__Directions__
Note how many lines in the entries below contain the string "Tripoli", and answer with that number and no other text.

(Records excerpted from a collection)
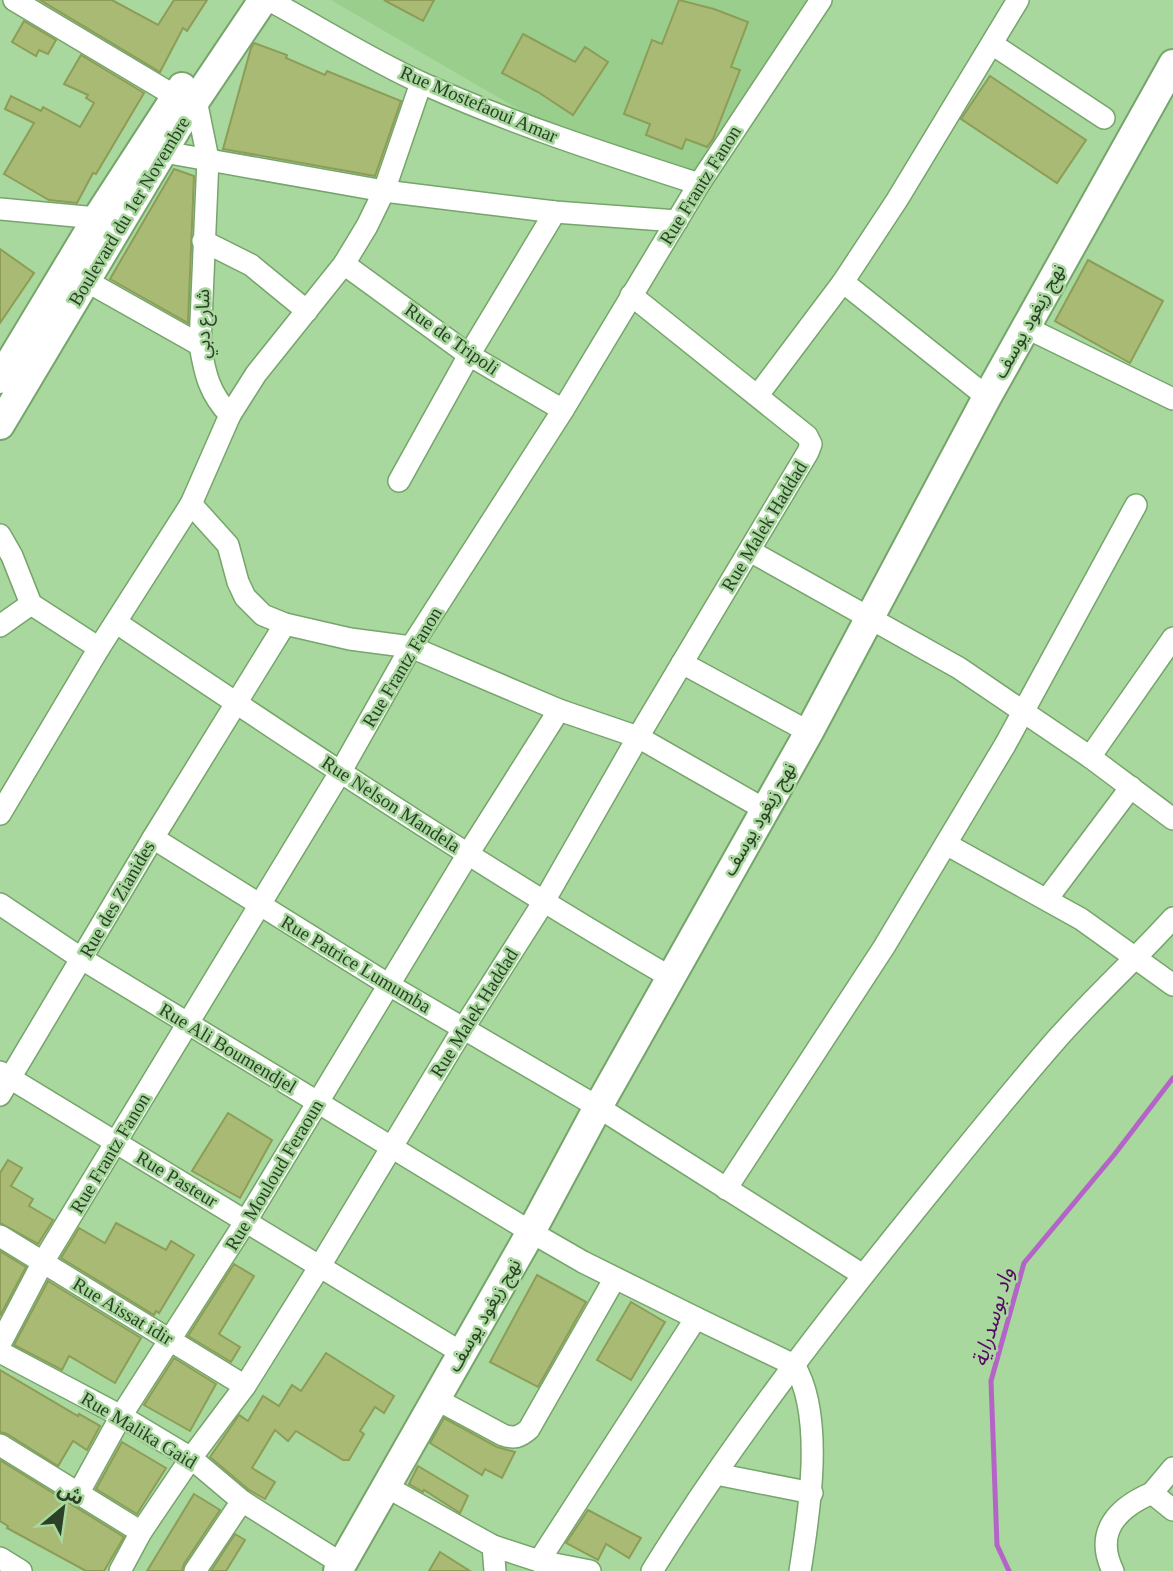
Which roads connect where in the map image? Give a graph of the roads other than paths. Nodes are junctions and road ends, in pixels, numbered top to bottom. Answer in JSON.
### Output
{"nodes":[{"id":1,"x":14,"y":0,"type":"edge"},
{"id":2,"x":240,"y":0,"type":"edge"},
{"id":3,"x":263,"y":0,"type":"edge"},
{"id":4,"x":269,"y":0,"type":"edge"},
{"id":5,"x":821,"y":0,"type":"edge"},
{"id":6,"x":1018,"y":0,"type":"edge"},
{"id":7,"x":992,"y":44,"type":"junction"},
{"id":8,"x":1173,"y":64,"type":"edge"},
{"id":9,"x":421,"y":83,"type":"junction"},
{"id":10,"x":185,"y":98,"type":"junction"},
{"id":11,"x":1104,"y":118,"type":"dead end"},
{"id":12,"x":164,"y":152,"type":"junction"},
{"id":13,"x":208,"y":159,"type":"junction"},
{"id":14,"x":699,"y":184,"type":"junction"},
{"id":15,"x":384,"y":191,"type":"junction"},
{"id":16,"x":555,"y":212,"type":"junction"},
{"id":17,"x":3,"y":216,"type":"edge"},
{"id":18,"x":677,"y":221,"type":"junction"},
{"id":19,"x":108,"y":223,"type":"junction"},
{"id":20,"x":204,"y":241,"type":"junction"},
{"id":21,"x":344,"y":264,"type":"junction"},
{"id":22,"x":76,"y":275,"type":"junction"},
{"id":23,"x":843,"y":282,"type":"junction"},
{"id":24,"x":631,"y":295,"type":"junction"},
{"id":25,"x":307,"y":311,"type":"junction"},
{"id":26,"x":1025,"y":327,"type":"junction"},
{"id":27,"x":200,"y":345,"type":"junction"},
{"id":28,"x":469,"y":355,"type":"junction"},
{"id":29,"x":0,"y":379,"type":"edge"},
{"id":30,"x":758,"y":395,"type":"junction"},
{"id":31,"x":987,"y":397,"type":"junction"},
{"id":32,"x":1173,"y":399,"type":"edge"},
{"id":33,"x":563,"y":410,"type":"junction"},
{"id":34,"x":230,"y":415,"type":"junction"},
{"id":35,"x":0,"y":425,"type":"edge"},
{"id":36,"x":399,"y":481,"type":"dead end"},
{"id":37,"x":191,"y":504,"type":"junction"},
{"id":38,"x":1136,"y":505,"type":"dead end"},
{"id":39,"x":0,"y":536,"type":"edge"},
{"id":40,"x":750,"y":551,"type":"junction"},
{"id":41,"x":31,"y":604,"type":"junction"},
{"id":42,"x":870,"y":620,"type":"junction"},
{"id":43,"x":117,"y":622,"type":"junction"},
{"id":44,"x":285,"y":624,"type":"junction"},
{"id":45,"x":0,"y":626,"type":"edge"},
{"id":46,"x":1173,"y":638,"type":"edge"},
{"id":47,"x":411,"y":647,"type":"junction"},
{"id":48,"x":99,"y":648,"type":"junction"},
{"id":49,"x":682,"y":663,"type":"junction"},
{"id":50,"x":236,"y":704,"type":"junction"},
{"id":51,"x":559,"y":710,"type":"junction"},
{"id":52,"x":1024,"y":710,"type":"junction"},
{"id":53,"x":809,"y":732,"type":"junction"},
{"id":54,"x":638,"y":737,"type":"junction"},
{"id":55,"x":1090,"y":757,"type":"junction"},
{"id":56,"x":341,"y":771,"type":"junction"},
{"id":57,"x":1131,"y":787,"type":"junction"},
{"id":58,"x":764,"y":809,"type":"junction"},
{"id":59,"x":0,"y":814,"type":"edge"},
{"id":60,"x":1173,"y":819,"type":"edge"},
{"id":61,"x":153,"y":838,"type":"junction"},
{"id":62,"x":946,"y":844,"type":"junction"},
{"id":63,"x":468,"y":854,"type":"junction"},
{"id":64,"x":1047,"y":899,"type":"junction"},
{"id":65,"x":543,"y":903,"type":"junction"},
{"id":66,"x":0,"y":904,"type":"edge"},
{"id":67,"x":260,"y":906,"type":"junction"},
{"id":68,"x":1173,"y":918,"type":"edge"},
{"id":69,"x":1137,"y":958,"type":"junction"},
{"id":70,"x":82,"y":959,"type":"junction"},
{"id":71,"x":670,"y":977,"type":"junction"},
{"id":72,"x":1165,"y":979,"type":"edge"},
{"id":73,"x":389,"y":985,"type":"junction"},
{"id":74,"x":189,"y":1024,"type":"junction"},
{"id":75,"x":463,"y":1029,"type":"junction"},
{"id":76,"x":3,"y":1082,"type":"edge"},
{"id":77,"x":318,"y":1103,"type":"junction"},
{"id":78,"x":598,"y":1107,"type":"junction"},
{"id":79,"x":116,"y":1142,"type":"junction"},
{"id":80,"x":392,"y":1147,"type":"junction"},
{"id":81,"x":726,"y":1189,"type":"junction"},
{"id":82,"x":246,"y":1221,"type":"junction"},
{"id":83,"x":531,"y":1232,"type":"junction"},
{"id":84,"x":0,"y":1236,"type":"edge"},
{"id":85,"x":43,"y":1262,"type":"junction"},
{"id":86,"x":320,"y":1265,"type":"junction"},
{"id":87,"x":863,"y":1275,"type":"junction"},
{"id":88,"x":615,"y":1278,"type":"junction"},
{"id":89,"x":695,"y":1318,"type":"junction"},
{"id":90,"x":172,"y":1340,"type":"junction"},
{"id":91,"x":0,"y":1344,"type":"edge"},
{"id":92,"x":0,"y":1352,"type":"edge"},
{"id":93,"x":462,"y":1353,"type":"junction"},
{"id":94,"x":794,"y":1365,"type":"junction"},
{"id":95,"x":246,"y":1386,"type":"junction"},
{"id":96,"x":436,"y":1399,"type":"junction"},
{"id":97,"x":121,"y":1416,"type":"junction"},
{"id":98,"x":0,"y":1445,"type":"edge"},
{"id":99,"x":191,"y":1458,"type":"junction"},
{"id":100,"x":1173,"y":1468,"type":"edge"},
{"id":101,"x":716,"y":1474,"type":"junction"},
{"id":102,"x":387,"y":1487,"type":"junction"},
{"id":103,"x":812,"y":1493,"type":"junction"},
{"id":104,"x":1152,"y":1493,"type":"junction"},
{"id":105,"x":78,"y":1494,"type":"junction"},
{"id":106,"x":242,"y":1501,"type":"junction"},
{"id":107,"x":1173,"y":1510,"type":"edge"},
{"id":108,"x":141,"y":1532,"type":"junction"},
{"id":109,"x":493,"y":1546,"type":"junction"},
{"id":110,"x":0,"y":1558,"type":"edge"},
{"id":111,"x":539,"y":1561,"type":"junction"},
{"id":112,"x":340,"y":1568,"type":"edge"},
{"id":113,"x":20,"y":1571,"type":"edge"},
{"id":114,"x":120,"y":1571,"type":"edge"},
{"id":115,"x":195,"y":1571,"type":"edge"},
{"id":116,"x":495,"y":1571,"type":"edge"},
{"id":117,"x":590,"y":1571,"type":"edge"},
{"id":118,"x":652,"y":1571,"type":"edge"},
{"id":119,"x":800,"y":1571,"type":"edge"},
{"id":120,"x":1113,"y":1571,"type":"edge"}],
"edges":[{"from":1,"to":10,"type":"street"},
{"from":2,"to":10,"type":"main road","name":"Boulevard du 1er Novembre"},
{"from":3,"to":10,"type":"main road","name":"Boulevard du 1er Novembre"},
{"from":4,"to":9,"type":"street","name":"Rue Mostefaoui Amar"},
{"from":5,"to":14,"type":"street","name":"Rue Frantz Fanon"},
{"from":6,"to":7,"type":"street"},
{"from":7,"to":11,"type":"street"},
{"from":7,"to":23,"type":"street"},
{"from":8,"to":26,"type":"main road","name":"نهج زيغود يوسف"},
{"from":9,"to":14,"type":"street","name":"Rue Mostefaoui Amar"},
{"from":9,"to":15,"type":"street"},
{"from":10,"to":12,"type":"main road","name":"Boulevard du 1er Novembre"},
{"from":10,"to":13,"type":"street","name":"شارع دبي"},
{"from":10,"to":19,"type":"main road","name":"Boulevard du 1er Novembre"},
{"from":12,"to":13,"type":"street"},
{"from":12,"to":19,"type":"main road","name":"Boulevard du 1er Novembre"},
{"from":13,"to":15,"type":"street"},
{"from":13,"to":20,"type":"street","name":"شارع دبي"},
{"from":14,"to":18,"type":"street","name":"Rue Frantz Fanon"},
{"from":15,"to":16,"type":"street"},
{"from":15,"to":21,"type":"street"},
{"from":16,"to":18,"type":"street"},
{"from":16,"to":28,"type":"street"},
{"from":17,"to":19,"type":"street"},
{"from":18,"to":24,"type":"street","name":"Rue Frantz Fanon"},
{"from":19,"to":22,"type":"main road","name":"Boulevard du 1er Novembre"},
{"from":20,"to":25,"type":"street"},
{"from":20,"to":27,"type":"street","name":"شارع دبي"},
{"from":21,"to":25,"type":"street"},
{"from":21,"to":28,"type":"street","name":"Rue de Tripoli"},
{"from":22,"to":27,"type":"street"},
{"from":22,"to":29,"type":"main road","name":"Boulevard du 1er Novembre"},
{"from":22,"to":35,"type":"main road","name":"Boulevard du 1er Novembre"},
{"from":23,"to":30,"type":"street"},
{"from":23,"to":31,"type":"street"},
{"from":24,"to":30,"type":"street"},
{"from":24,"to":33,"type":"street","name":"Rue Frantz Fanon"},
{"from":25,"to":34,"type":"street"},
{"from":26,"to":31,"type":"main road","name":"نهج زيغود يوسف"},
{"from":26,"to":32,"type":"street"},
{"from":27,"to":34,"type":"street","name":"شارع دبي"},
{"from":28,"to":33,"type":"street","name":"Rue de Tripoli"},
{"from":28,"to":36,"type":"street"},
{"from":30,"to":40,"type":"street","name":"Rue Malek Haddad"},
{"from":31,"to":42,"type":"main road","name":"نهج زيغود يوسف"},
{"from":33,"to":47,"type":"street","name":"Rue Frantz Fanon"},
{"from":34,"to":37,"type":"street"},
{"from":37,"to":43,"type":"street"},
{"from":37,"to":44,"type":"street"},
{"from":38,"to":52,"type":"street"},
{"from":39,"to":41,"type":"street"},
{"from":40,"to":42,"type":"street"},
{"from":40,"to":49,"type":"street","name":"Rue Malek Haddad"},
{"from":41,"to":45,"type":"street"},
{"from":41,"to":48,"type":"street"},
{"from":42,"to":52,"type":"street"},
{"from":42,"to":53,"type":"main road","name":"نهج زيغود يوسف"},
{"from":43,"to":48,"type":"street"},
{"from":43,"to":50,"type":"street","name":"Rue Nelson Mandela"},
{"from":44,"to":47,"type":"street"},
{"from":44,"to":50,"type":"street","name":"Rue des Zianides"},
{"from":46,"to":55,"type":"street"},
{"from":47,"to":51,"type":"street"},
{"from":47,"to":56,"type":"street","name":"Rue Frantz Fanon"},
{"from":48,"to":59,"type":"street"},
{"from":49,"to":53,"type":"street"},
{"from":49,"to":54,"type":"street","name":"Rue Malek Haddad"},
{"from":50,"to":56,"type":"street","name":"Rue Nelson Mandela"},
{"from":50,"to":61,"type":"street","name":"Rue des Zianides"},
{"from":51,"to":54,"type":"street"},
{"from":51,"to":63,"type":"street","name":"Rue Mouloud Feraoun"},
{"from":52,"to":55,"type":"street"},
{"from":52,"to":62,"type":"street"},
{"from":53,"to":58,"type":"main road","name":"نهج زيغود يوسف"},
{"from":54,"to":58,"type":"street"},
{"from":54,"to":65,"type":"street","name":"Rue Malek Haddad"},
{"from":55,"to":57,"type":"street"},
{"from":56,"to":63,"type":"street","name":"Rue Nelson Mandela"},
{"from":56,"to":67,"type":"street","name":"Rue Frantz Fanon"},
{"from":57,"to":60,"type":"street"},
{"from":57,"to":64,"type":"street"},
{"from":58,"to":71,"type":"main road","name":"نهج زيغود يوسف"},
{"from":61,"to":67,"type":"street","name":"Rue Patrice Lumumba"},
{"from":61,"to":70,"type":"street","name":"Rue des Zianides"},
{"from":62,"to":64,"type":"street"},
{"from":62,"to":81,"type":"street"},
{"from":63,"to":65,"type":"street","name":"Rue Nelson Mandela"},
{"from":63,"to":73,"type":"street","name":"Rue Mouloud Feraoun"},
{"from":64,"to":69,"type":"street"},
{"from":65,"to":71,"type":"street","name":"Rue Nelson Mandela"},
{"from":65,"to":75,"type":"street","name":"Rue Malek Haddad"},
{"from":66,"to":70,"type":"street","name":"Rue Ali Boumendjel"},
{"from":67,"to":73,"type":"street","name":"Rue Patrice Lumumba"},
{"from":67,"to":74,"type":"street","name":"Rue Frantz Fanon"},
{"from":68,"to":69,"type":"street"},
{"from":69,"to":72,"type":"street"},
{"from":69,"to":87,"type":"street"},
{"from":70,"to":74,"type":"street","name":"Rue Ali Boumendjel"},
{"from":70,"to":76,"type":"street","name":"Rue des Zianides"},
{"from":71,"to":78,"type":"main road","name":"نهج زيغود يوسف"},
{"from":73,"to":75,"type":"street","name":"Rue Patrice Lumumba"},
{"from":73,"to":77,"type":"street","name":"Rue Mouloud Feraoun"},
{"from":74,"to":77,"type":"street","name":"Rue Ali Boumendjel"},
{"from":74,"to":79,"type":"street","name":"Rue Frantz Fanon"},
{"from":75,"to":78,"type":"street","name":"Rue Patrice Lumumba"},
{"from":75,"to":80,"type":"street","name":"Rue Malek Haddad"},
{"from":76,"to":79,"type":"street","name":"Rue Pasteur"},
{"from":77,"to":80,"type":"street","name":"Rue Ali Boumendjel"},
{"from":77,"to":82,"type":"street","name":"Rue Mouloud Feraoun"},
{"from":78,"to":81,"type":"street","name":"Rue Patrice Lumumba"},
{"from":78,"to":83,"type":"main road","name":"نهج زيغود يوسف"},
{"from":79,"to":82,"type":"street","name":"Rue Pasteur"},
{"from":79,"to":85,"type":"street","name":"Rue Frantz Fanon"},
{"from":80,"to":83,"type":"street","name":"Rue Ali Boumendjel"},
{"from":80,"to":86,"type":"street","name":"Rue Malek Haddad"},
{"from":81,"to":87,"type":"street","name":"Rue Patrice Lumumba"},
{"from":82,"to":86,"type":"street","name":"Rue Pasteur"},
{"from":82,"to":90,"type":"street","name":"Rue Mouloud Feraoun"},
{"from":83,"to":88,"type":"street","name":"Rue Ali Boumendjel"},
{"from":83,"to":93,"type":"main road","name":"نهج زيغود يوسف"},
{"from":84,"to":85,"type":"street","name":"Rue Aissat idir"},
{"from":85,"to":90,"type":"street","name":"Rue Aissat idir"},
{"from":85,"to":91,"type":"street","name":"Rue Frantz Fanon"},
{"from":86,"to":93,"type":"street","name":"Rue Pasteur"},
{"from":86,"to":95,"type":"street","name":"Rue Malek Haddad"},
{"from":87,"to":94,"type":"street"},
{"from":88,"to":89,"type":"street","name":"Rue Ali Boumendjel"},
{"from":88,"to":96,"type":"street"},
{"from":89,"to":94,"type":"street","name":"Rue Ali Boumendjel"},
{"from":89,"to":111,"type":"street"},
{"from":90,"to":95,"type":"street","name":"Rue Aissat idir"},
{"from":90,"to":97,"type":"street","name":"Rue Mouloud Feraoun"},
{"from":92,"to":97,"type":"street","name":"Rue Malika Gaid"},
{"from":93,"to":96,"type":"main road","name":"نهج زيغود يوسف"},
{"from":94,"to":101,"type":"street"},
{"from":94,"to":103,"type":"street"},
{"from":95,"to":99,"type":"street","name":"Rue Malek Haddad"},
{"from":96,"to":102,"type":"main road","name":"نهج زيغود يوسف"},
{"from":97,"to":99,"type":"street","name":"Rue Malika Gaid"},
{"from":97,"to":105,"type":"street","name":"Rue Mouloud Feraoun"},
{"from":98,"to":105,"type":"street"},
{"from":99,"to":106,"type":"street","name":"Rue Malika Gaid"},
{"from":99,"to":108,"type":"street","name":"Rue Malek Haddad"},
{"from":100,"to":104,"type":"street"},
{"from":101,"to":103,"type":"street"},
{"from":101,"to":118,"type":"street"},
{"from":102,"to":109,"type":"street"},
{"from":102,"to":112,"type":"main road","name":"نهج زيغود يوسف"},
{"from":103,"to":119,"type":"street"},
{"from":104,"to":107,"type":"street"},
{"from":104,"to":120,"type":"street"},
{"from":105,"to":108,"type":"street"},
{"from":106,"to":112,"type":"street","name":"Rue Malika Gaid"},
{"from":106,"to":115,"type":"street"},
{"from":108,"to":114,"type":"street","name":"Rue Malek Haddad"},
{"from":109,"to":111,"type":"street"},
{"from":109,"to":116,"type":"street"},
{"from":110,"to":113,"type":"street"},
{"from":111,"to":117,"type":"street"}]}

__Response below__
2